Chief Justice Black, and Justices Marshall and Jessup applied an objective test in the case and concluded that while the policy requirement to take “every practicable step to provide and maintain a safe and healthy work environment” was contractual, the harassment and grievance sections of the document were not.
Justice Marshall noted that Mr Nikolich’s employment agreement stated he should comply with applicable policies and practices and that also imposed responsibilities on the employer. It was significant that the duty to take “every practicable step to provide and maintain a safe and healthy work environment” mirrored statutory health and safety responsibilities for employers as well as the common law contractual duty.
It was relevant that sections of “Working With Us” were required to be signed by Mr Nikolich, the document was distributed upon the offer of employment and importantly the terminology of “every practicable step to provide and maintain a safe and healthy work environment” was accepted by the majority of the Full Court as contractual in nature.
Example 2 – Policy not contractual due to disclaimer
Yousif v Commonwealth Bank of Australia (2010) 193 IR 212
Ms Yousif claimed that the Commonwealth Bank of Australia (CBA) had breached various express and implied terms of her contract of employment. She claimed that a policy entitled “Appointment to Roles” was contractual and had been breached by CBA. The trial judge had concluded that even if CBA’s “Appointment to Roles” policy was incorporated into the contract of employment the policy had not been breached and so Ms Yousifs claim failed. His Honour had concluded that the policy was not part of the contract due to a disclaimer in the Human Resources Reference Manual document which stated policies did not form part of employment contracts.
Ms Yousif appealed that decision and the Full Court of the Federal Court accepted the first instance finding that the policy was not contractual. This case reveals that having a disclaimer which states policies are not part of the employment contract can make all the difference.

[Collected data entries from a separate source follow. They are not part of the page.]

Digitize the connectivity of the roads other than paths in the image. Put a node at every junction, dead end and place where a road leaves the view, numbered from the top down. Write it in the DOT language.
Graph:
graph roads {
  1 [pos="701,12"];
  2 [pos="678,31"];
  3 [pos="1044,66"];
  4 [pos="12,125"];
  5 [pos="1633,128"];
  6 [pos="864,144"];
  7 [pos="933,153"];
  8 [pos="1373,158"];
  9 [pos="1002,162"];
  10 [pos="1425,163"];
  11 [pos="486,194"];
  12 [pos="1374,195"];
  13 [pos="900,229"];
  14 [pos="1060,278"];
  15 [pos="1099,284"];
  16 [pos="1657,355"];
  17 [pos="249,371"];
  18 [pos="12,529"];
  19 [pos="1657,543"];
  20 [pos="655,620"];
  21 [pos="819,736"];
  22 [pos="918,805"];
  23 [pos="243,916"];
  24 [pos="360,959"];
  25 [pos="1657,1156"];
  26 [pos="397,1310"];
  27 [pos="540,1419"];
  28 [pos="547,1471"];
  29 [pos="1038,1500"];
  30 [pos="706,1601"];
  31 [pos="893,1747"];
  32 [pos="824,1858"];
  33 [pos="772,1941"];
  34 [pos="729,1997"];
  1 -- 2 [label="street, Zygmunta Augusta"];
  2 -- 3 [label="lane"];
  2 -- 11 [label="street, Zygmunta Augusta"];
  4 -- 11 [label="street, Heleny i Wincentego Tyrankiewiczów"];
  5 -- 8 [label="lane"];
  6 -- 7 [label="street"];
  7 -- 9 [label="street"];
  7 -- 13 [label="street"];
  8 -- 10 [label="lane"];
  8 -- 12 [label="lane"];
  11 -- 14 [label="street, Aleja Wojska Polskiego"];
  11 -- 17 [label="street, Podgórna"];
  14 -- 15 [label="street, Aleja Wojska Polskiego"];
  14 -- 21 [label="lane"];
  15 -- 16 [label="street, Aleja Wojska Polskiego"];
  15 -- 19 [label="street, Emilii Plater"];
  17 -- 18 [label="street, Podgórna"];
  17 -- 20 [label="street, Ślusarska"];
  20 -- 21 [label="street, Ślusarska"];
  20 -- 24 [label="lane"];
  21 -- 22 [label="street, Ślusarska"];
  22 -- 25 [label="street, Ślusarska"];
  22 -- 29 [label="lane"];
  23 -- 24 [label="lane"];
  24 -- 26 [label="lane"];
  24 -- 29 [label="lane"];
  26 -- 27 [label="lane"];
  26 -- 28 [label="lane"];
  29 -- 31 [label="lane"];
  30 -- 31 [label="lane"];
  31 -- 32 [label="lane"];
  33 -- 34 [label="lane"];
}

Example 3 – terms of policy contractual in effect as they echo common law contract principles
Barker v Commonwealth Bank of Australia [2012] FCA 942
Through a series of events Mr Barker was made redundant by CBA. Mr Barker contended that CBA had not followed its policies in regard to its selection of him for redundancy and did not comply with its redeployment policy. In not following such policies Mr Barker argued CBA had breached the employment contract.
A document titled “HR Reference Manual” had, as in Yousif above, stated that the manual did not form part of any employment contract for an employee. The Court took evidence from witnesses who were employed by CBA which indicated they thought they had to abide by the policies as they were referred to in their employment contracts.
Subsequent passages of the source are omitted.